Não basta observar cavalos durante o dia para infalivelmente sonhar com eles à noite (...)

(Henri Michaux, falando aos poetas)

quinta-feira, 20 de setembro de 2012

exercício

diz que o corpo

são faz a mente sã

e que a minha depressão

tem uma barriga descuidada

exercitando-a, certamente

ela se torna esbelta e faz inveja

a todas as outras balofas depressões

terá um programa de ginástica na tevê

e um namorado rico e sorridente

caminhei quinze horas

sem sair do lugar

a minha depressão ficava vendo

na televisão da academia

um programa sobre os programas

preferidos de lazer

da depressão:

cinema, comida, shopping center.

quando cheguei em casa

com os músculos demarcados de histeria

fiquei ainda mais triste e não levantei da cama

por uma semana.

agora negociamos

quais serão os próximos passos

se encontramos um pé de alface

e o comemos ou pulamos dele

ou se esperamos que a alface nos encontre

meio decompostos depois de uma semana

mortos de toxoplasmose.

"muito trágico" a depressão me diz.

ela não adere às minhas ideias.

devo novamente calçar os tênis, calçar a vida

e mergulhar no dia sem colete salva-vidas.
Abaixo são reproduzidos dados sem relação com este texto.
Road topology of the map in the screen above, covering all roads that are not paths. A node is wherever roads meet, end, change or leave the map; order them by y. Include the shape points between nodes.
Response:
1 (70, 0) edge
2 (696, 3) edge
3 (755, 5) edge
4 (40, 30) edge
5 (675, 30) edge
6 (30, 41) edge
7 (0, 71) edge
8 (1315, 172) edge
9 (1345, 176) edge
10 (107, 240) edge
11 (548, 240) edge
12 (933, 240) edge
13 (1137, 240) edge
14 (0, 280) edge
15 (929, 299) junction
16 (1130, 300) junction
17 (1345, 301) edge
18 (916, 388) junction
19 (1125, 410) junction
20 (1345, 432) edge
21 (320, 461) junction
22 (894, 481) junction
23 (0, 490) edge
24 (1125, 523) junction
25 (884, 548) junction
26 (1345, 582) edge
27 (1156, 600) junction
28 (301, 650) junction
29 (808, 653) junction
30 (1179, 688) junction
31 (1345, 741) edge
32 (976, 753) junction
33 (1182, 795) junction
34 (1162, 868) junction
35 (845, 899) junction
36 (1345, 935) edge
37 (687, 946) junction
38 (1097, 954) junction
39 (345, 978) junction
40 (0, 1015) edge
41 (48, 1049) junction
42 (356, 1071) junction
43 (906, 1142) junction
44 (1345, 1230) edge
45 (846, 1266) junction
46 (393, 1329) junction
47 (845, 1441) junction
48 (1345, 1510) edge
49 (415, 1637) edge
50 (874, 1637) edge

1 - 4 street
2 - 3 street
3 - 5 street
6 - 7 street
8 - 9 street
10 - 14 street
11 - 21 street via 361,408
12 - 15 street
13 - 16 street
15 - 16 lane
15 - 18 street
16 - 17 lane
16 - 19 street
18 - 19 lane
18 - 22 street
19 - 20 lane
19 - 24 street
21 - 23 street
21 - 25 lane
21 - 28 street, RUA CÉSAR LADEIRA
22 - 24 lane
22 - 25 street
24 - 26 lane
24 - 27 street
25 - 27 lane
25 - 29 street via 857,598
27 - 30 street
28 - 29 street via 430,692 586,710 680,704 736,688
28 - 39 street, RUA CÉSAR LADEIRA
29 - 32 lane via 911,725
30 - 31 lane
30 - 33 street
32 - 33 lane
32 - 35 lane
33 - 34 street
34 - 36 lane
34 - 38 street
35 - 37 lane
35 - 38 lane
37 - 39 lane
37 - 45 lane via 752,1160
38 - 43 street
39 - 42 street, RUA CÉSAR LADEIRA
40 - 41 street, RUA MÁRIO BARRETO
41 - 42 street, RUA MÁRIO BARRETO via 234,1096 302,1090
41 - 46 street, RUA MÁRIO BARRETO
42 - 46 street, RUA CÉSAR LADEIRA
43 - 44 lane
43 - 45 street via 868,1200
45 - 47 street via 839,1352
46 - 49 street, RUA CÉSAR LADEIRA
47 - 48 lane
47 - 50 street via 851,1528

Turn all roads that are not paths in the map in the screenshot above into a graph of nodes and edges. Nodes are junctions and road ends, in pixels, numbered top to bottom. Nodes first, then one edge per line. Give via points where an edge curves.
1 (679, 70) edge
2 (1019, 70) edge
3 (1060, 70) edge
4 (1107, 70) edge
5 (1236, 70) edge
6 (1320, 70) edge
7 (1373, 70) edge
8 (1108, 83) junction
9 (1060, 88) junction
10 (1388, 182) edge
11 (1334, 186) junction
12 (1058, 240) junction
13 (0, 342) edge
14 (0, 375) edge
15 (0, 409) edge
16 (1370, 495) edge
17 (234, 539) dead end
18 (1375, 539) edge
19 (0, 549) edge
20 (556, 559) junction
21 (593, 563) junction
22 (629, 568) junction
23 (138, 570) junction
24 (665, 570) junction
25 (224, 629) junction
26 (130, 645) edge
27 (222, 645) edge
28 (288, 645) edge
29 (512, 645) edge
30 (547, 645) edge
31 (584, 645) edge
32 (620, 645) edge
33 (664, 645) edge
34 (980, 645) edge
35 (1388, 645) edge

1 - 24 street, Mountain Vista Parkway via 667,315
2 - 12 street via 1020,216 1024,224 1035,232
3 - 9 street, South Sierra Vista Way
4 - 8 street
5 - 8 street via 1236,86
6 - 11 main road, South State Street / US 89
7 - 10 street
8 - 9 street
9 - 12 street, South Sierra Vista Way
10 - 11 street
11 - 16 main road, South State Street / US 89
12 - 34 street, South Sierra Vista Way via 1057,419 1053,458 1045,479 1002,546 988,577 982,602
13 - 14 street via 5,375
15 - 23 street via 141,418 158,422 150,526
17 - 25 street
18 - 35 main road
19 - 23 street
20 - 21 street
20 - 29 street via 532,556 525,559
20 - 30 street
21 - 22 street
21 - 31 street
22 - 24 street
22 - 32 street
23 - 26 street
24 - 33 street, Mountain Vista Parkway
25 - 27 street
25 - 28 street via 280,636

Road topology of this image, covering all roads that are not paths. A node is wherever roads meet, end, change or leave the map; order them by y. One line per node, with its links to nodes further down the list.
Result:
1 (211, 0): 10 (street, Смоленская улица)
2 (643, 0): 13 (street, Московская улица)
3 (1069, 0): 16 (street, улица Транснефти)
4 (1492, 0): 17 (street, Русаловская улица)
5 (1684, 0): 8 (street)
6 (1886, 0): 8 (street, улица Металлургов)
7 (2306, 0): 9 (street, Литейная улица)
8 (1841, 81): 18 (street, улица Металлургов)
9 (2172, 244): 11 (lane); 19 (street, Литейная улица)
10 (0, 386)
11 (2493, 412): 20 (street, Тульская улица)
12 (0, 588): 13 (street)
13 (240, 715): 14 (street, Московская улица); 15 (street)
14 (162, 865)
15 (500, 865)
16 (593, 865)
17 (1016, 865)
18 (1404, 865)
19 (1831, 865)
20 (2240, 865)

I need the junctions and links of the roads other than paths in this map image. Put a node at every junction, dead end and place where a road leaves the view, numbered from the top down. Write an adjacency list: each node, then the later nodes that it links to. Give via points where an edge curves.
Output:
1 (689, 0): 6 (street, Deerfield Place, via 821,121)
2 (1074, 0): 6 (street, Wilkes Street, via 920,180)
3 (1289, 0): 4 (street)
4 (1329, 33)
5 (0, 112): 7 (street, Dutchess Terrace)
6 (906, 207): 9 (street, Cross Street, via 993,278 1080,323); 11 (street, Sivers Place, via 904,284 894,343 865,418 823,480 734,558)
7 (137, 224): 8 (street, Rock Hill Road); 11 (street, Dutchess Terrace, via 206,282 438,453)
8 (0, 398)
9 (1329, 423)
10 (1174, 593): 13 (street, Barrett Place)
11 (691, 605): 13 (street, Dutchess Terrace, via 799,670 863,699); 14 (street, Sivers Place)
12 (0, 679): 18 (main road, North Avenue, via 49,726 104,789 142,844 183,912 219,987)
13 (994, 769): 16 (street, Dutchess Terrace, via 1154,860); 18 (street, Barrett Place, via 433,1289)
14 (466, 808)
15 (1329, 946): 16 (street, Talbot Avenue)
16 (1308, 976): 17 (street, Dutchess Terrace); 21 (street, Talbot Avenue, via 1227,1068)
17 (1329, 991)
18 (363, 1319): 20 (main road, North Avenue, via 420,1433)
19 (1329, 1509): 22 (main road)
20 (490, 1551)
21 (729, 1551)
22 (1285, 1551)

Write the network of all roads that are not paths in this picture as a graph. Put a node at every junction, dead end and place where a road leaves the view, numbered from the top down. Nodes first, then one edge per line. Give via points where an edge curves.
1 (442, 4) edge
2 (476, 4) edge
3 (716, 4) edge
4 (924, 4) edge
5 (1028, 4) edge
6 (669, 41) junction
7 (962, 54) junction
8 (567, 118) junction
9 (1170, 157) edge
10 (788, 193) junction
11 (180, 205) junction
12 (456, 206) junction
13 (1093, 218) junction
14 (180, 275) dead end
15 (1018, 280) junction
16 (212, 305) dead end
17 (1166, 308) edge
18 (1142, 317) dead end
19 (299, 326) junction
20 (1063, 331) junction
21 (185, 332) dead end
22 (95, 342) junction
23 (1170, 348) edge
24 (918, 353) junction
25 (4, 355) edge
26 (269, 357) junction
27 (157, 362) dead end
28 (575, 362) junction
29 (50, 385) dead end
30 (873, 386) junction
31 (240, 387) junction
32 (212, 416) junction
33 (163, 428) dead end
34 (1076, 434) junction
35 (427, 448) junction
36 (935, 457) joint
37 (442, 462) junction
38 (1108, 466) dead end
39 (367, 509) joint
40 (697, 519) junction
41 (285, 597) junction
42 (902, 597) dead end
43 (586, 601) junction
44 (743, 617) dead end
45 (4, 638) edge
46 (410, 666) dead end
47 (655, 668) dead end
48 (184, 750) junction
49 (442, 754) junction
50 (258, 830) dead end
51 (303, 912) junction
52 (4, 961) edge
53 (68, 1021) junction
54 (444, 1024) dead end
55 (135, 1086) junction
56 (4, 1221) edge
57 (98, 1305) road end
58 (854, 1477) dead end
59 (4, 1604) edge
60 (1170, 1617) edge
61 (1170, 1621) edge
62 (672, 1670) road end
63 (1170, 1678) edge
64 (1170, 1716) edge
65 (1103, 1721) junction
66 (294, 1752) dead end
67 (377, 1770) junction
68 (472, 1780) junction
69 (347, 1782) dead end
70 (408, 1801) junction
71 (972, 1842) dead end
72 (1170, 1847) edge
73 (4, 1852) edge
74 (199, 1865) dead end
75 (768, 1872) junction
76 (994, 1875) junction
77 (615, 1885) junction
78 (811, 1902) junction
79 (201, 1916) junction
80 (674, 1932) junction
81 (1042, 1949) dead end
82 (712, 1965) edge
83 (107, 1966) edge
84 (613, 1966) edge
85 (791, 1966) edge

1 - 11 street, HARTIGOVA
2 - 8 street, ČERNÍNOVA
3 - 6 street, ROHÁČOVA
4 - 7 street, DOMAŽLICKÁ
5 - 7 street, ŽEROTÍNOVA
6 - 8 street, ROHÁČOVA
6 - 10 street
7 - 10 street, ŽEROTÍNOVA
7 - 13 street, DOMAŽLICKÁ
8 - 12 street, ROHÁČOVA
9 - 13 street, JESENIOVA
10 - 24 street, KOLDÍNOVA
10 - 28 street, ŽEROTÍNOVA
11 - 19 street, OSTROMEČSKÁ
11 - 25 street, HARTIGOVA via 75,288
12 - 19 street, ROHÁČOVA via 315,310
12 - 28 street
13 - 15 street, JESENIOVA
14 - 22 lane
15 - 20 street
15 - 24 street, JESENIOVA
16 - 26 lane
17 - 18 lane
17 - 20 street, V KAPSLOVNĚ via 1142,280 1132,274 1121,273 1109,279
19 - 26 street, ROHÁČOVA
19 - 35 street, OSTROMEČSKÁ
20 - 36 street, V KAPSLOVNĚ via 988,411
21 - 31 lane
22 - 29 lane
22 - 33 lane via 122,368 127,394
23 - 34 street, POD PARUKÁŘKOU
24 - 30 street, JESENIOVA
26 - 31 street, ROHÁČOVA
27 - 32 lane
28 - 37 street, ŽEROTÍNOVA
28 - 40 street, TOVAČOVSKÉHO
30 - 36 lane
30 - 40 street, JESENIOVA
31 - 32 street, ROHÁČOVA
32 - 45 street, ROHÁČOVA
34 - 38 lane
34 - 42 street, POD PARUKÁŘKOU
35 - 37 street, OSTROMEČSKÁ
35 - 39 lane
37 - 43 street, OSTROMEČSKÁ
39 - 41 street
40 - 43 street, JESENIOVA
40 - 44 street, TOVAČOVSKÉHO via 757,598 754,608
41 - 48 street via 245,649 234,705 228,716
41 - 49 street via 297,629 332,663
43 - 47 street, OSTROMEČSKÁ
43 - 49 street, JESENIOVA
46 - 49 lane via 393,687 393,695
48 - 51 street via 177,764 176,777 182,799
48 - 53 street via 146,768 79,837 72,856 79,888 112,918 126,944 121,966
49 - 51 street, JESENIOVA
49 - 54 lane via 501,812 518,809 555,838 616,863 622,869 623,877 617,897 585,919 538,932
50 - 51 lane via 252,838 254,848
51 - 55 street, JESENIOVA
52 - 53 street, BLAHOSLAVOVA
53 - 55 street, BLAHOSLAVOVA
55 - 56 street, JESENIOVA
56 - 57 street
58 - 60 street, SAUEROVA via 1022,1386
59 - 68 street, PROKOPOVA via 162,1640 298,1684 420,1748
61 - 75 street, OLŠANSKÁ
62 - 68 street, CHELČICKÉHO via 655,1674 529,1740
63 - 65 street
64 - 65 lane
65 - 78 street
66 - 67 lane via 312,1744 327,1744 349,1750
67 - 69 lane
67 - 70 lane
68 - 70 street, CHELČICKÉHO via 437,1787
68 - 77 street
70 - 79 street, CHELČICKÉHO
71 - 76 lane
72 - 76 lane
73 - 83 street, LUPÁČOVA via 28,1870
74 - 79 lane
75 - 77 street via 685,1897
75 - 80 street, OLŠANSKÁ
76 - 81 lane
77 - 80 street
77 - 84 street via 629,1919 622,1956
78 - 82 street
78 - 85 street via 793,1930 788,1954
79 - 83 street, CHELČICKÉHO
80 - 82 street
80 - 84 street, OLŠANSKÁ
mas meu corpo não espera que a cabeça se concentre

ele decide, sozinho, pequenos tendões, tipo uma casa

com cupim nas estruturas, mas habitada.

quando é hora de chamar a descupinizadora

já não há mais tempo: tenho que tomar

banho, me vestir, e sair para o trabalho

quarta-feira, 19 de setembro de 2012

procuro eu lírico no dicionário, não consta, e ele me dá as entradas que mais se assemelham

empírico
eufórico
bulímico
butírico
enclítico
neolítico
oolíitico

Mais porcaria

Bem menos imoral é o pernil que eu tempero pro almoço. Tento entender de onde veio esse pedaço, do porco. Pernil, fica na perna, coxa. Limão, alecrim, pimenta-do-reino. Quem dá vida a um porco? Uma porca. Aos nossos olhos, são todos iguais. Que nem japoneses, chineses, tudo a mesma coisa. Deixo o pedaço de corpo marinando e entro no site de homens que querem sexo. Digito: japa. Começo a conversar com um. Tem 33 anos, mora com os pais, mas tem carro. Quando chega, é tímido e apressado. Eu pergunto se posso espremer limão no pinto dele. Se assusta, mas não tem muitos senões. Salpico também um pouco de noz-moscada e sal. Tempero bem o moço. Mas esta não é uma história policial. Nos lambemos, chafurdamos, cheiros, festa do gozo do corpo, depois arfados de cansaço, lambuzo, nos vestimos. Pergunto, já que estamos, se ele não quer ficar pra almoçar. "Vou fazer porco", convido. Não, obrigado, sou vegetariano. O que sobrou, guardei na geladeira.

Porcaria

Agora eu não sei o que faço com ele.

Uma faixa vermelha pinga da testa. Pá, serrote, noticiário, já vi tudo. Ela encara o corpo gordo do marido morto. "Muito, muito mais gordo". Devia ter brigado ainda mais com ele: pra que emagrecesse, e então ela o carregaria que nem saco de pão para o resto da vida. "Comer?". A ideia lhe deu nojo. Se você mata alguém e isso não estava previsto, quero dizer, se você não planejou muito bem antes, vamos admitir que é uma estupidez, embora seja impulso, não deu pra controlar, embora o controle também seja estúpido, mais esta, a vida não tem receita para nada. Também não o assassinato. Uma faca escorrega, o bolo não cresce, a massa desanda. Então é pensar - pense, pense - refazer tudo daqui pra frente e tentar - tente! - não cair nas garras da polícia.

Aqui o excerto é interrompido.